Khan informed that many New Zealander Muslim citizens are failing to report these incidents for a fear of coming across as ungrateful.
“They’re feeling like in the current context it’s showing that we might be ungrateful, that we might be creating more chaos, more resentment, polarization and what that’s meaning for a woman particularly is that they’re not reporting it,” she said.
“It’s around the public perception of how people view the Muslim community and that’s where the concern lies.”
Khan also informed that her leadership network is encouraging the Muslim victims to report the Islamophobic abuses and attacks they face.
“We’ve been encouraging them to talk to the New Zealand police, we’ve been encouraging them to report it on the Islamophobia register that has just gone live, or actually go to the Human Rights Commission and make a complaint.”
Moreover, Khan said that they are “trying to encourage woman to feel okay about reporting and not feel ashamed about it or feel guilty they’re making others feel like we are ungrateful. We want women to carry themselves with confidence and feel comfortable in the wider New Zealand society.”
She urged victims: “If you see something taking place please support the person, say something to the perpetrator, encourage them to report it and support them through the process that might be quite violent for them.”

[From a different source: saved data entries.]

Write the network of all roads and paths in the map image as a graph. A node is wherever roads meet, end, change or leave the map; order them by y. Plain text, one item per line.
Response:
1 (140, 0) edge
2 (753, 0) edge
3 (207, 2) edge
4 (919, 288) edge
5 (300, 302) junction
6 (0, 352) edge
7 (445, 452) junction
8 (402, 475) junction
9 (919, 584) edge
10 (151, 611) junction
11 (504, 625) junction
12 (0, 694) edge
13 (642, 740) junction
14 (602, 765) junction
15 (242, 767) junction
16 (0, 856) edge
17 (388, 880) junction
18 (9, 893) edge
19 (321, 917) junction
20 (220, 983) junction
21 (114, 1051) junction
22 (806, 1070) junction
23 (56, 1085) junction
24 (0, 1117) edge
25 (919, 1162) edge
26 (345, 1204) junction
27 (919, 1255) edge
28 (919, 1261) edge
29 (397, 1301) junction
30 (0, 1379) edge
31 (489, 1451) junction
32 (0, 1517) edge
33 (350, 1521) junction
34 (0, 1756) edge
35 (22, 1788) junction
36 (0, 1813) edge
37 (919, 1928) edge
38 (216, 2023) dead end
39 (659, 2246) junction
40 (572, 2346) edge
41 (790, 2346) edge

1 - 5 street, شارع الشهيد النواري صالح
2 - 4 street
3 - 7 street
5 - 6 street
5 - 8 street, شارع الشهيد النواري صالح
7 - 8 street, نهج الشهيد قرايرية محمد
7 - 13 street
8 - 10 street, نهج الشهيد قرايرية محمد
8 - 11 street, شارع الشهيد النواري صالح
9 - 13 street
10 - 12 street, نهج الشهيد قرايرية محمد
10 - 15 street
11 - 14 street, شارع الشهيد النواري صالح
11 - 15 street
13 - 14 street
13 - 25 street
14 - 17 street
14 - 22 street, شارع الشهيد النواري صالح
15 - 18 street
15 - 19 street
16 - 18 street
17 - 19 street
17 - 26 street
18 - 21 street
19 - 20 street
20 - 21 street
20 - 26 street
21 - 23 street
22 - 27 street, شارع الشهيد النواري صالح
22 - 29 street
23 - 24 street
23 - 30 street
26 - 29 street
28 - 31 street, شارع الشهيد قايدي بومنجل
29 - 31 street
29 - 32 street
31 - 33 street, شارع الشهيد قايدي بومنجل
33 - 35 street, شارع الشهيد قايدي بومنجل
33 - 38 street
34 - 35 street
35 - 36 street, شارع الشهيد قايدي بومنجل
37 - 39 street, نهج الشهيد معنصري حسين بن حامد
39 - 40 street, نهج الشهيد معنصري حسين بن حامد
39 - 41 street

The New Zealander Muslim community was hit by an Islamophobic terrorist attack last month, on March 15, in Christchurch city when an Australian terrorist of a European ancestry killed 50 Muslims and injured dozens more in a mass shooting in two of the city’s mosques.
In New Zealand, Islam is a minority religious affiliation, as small numbers of Muslim immigrants from South Asia and eastern Europe settled starting from the early 1900s until the 1960s.
On a large-scale, Muslim immigration began in the 1970s with the arrival of Fiji Indians, followed in the 1990s by refugees from various war-torn countries. The first Islamic center was established in 1959 and there are now several mosques and two Islamic schools.
Islam is estimated to be the fastest growing religion among Māori natives of New Zealand. The national census figures show the number of Muslims of Māori ethnicity increasing from 99 to 708 in the 10 years to 2001, and to 1,083 by 2013 census data.
On the other hand, while the overall Pacific Islander community grew 15% according to census data from 2001 to 2006, Muslim Pacific Islanders grew 87.43%.
According to 2013 census data, there were 1,536 Muslims among the Pacific Islander community (a little under 3.5% of New Zealand’s Muslim population).